[[ SOURCE DATA open ]]

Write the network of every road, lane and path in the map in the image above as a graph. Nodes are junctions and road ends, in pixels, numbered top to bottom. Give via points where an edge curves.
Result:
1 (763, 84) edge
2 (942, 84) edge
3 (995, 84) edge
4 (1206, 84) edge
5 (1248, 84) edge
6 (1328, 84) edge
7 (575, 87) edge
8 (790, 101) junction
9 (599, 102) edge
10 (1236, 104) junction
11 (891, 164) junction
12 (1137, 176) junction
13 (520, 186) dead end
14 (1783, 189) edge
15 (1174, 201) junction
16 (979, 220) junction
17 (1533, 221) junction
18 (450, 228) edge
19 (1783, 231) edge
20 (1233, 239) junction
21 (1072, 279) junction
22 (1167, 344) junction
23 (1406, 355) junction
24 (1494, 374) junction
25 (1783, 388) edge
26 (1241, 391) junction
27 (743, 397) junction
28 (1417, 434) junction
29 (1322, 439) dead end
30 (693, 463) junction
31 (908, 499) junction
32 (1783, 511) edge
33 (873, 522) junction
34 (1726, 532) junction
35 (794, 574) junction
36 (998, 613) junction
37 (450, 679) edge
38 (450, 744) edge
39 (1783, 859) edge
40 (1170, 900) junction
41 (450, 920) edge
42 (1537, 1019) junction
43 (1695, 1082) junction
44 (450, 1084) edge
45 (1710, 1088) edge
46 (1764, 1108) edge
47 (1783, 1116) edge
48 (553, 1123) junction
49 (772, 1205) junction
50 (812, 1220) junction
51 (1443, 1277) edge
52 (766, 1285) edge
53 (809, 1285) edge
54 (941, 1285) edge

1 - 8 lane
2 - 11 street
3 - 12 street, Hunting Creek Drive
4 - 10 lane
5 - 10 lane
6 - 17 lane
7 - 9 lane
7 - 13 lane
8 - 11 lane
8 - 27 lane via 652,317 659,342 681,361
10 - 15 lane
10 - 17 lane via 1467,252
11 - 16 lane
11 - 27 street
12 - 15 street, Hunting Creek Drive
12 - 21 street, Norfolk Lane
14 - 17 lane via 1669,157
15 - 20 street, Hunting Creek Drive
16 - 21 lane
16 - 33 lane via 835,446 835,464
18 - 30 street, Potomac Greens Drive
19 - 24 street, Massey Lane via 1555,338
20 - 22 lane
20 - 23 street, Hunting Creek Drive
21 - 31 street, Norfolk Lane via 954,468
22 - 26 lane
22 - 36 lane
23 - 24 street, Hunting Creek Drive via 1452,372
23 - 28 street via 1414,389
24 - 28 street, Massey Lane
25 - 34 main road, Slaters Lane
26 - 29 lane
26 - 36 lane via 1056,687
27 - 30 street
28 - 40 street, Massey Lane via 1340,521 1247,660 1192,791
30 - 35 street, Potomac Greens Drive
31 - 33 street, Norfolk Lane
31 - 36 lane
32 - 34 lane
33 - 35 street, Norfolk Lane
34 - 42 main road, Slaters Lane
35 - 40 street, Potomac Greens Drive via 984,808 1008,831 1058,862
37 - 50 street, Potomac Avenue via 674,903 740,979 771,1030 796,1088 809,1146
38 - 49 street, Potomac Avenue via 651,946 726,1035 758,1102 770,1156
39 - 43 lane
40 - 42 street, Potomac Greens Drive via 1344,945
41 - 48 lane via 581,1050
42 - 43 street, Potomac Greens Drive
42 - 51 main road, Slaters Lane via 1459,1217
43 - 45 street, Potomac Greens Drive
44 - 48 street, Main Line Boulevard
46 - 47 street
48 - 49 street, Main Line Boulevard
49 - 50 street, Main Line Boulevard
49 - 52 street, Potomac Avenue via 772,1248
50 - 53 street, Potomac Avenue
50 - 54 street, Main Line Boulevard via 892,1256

[[ SOURCE DATA closed ]]

Look through the entries above and report each line where the string "dead" occurs.

** REPLY TO THE EXERCISE **
13 (520, 186) dead end
29 (1322, 439) dead end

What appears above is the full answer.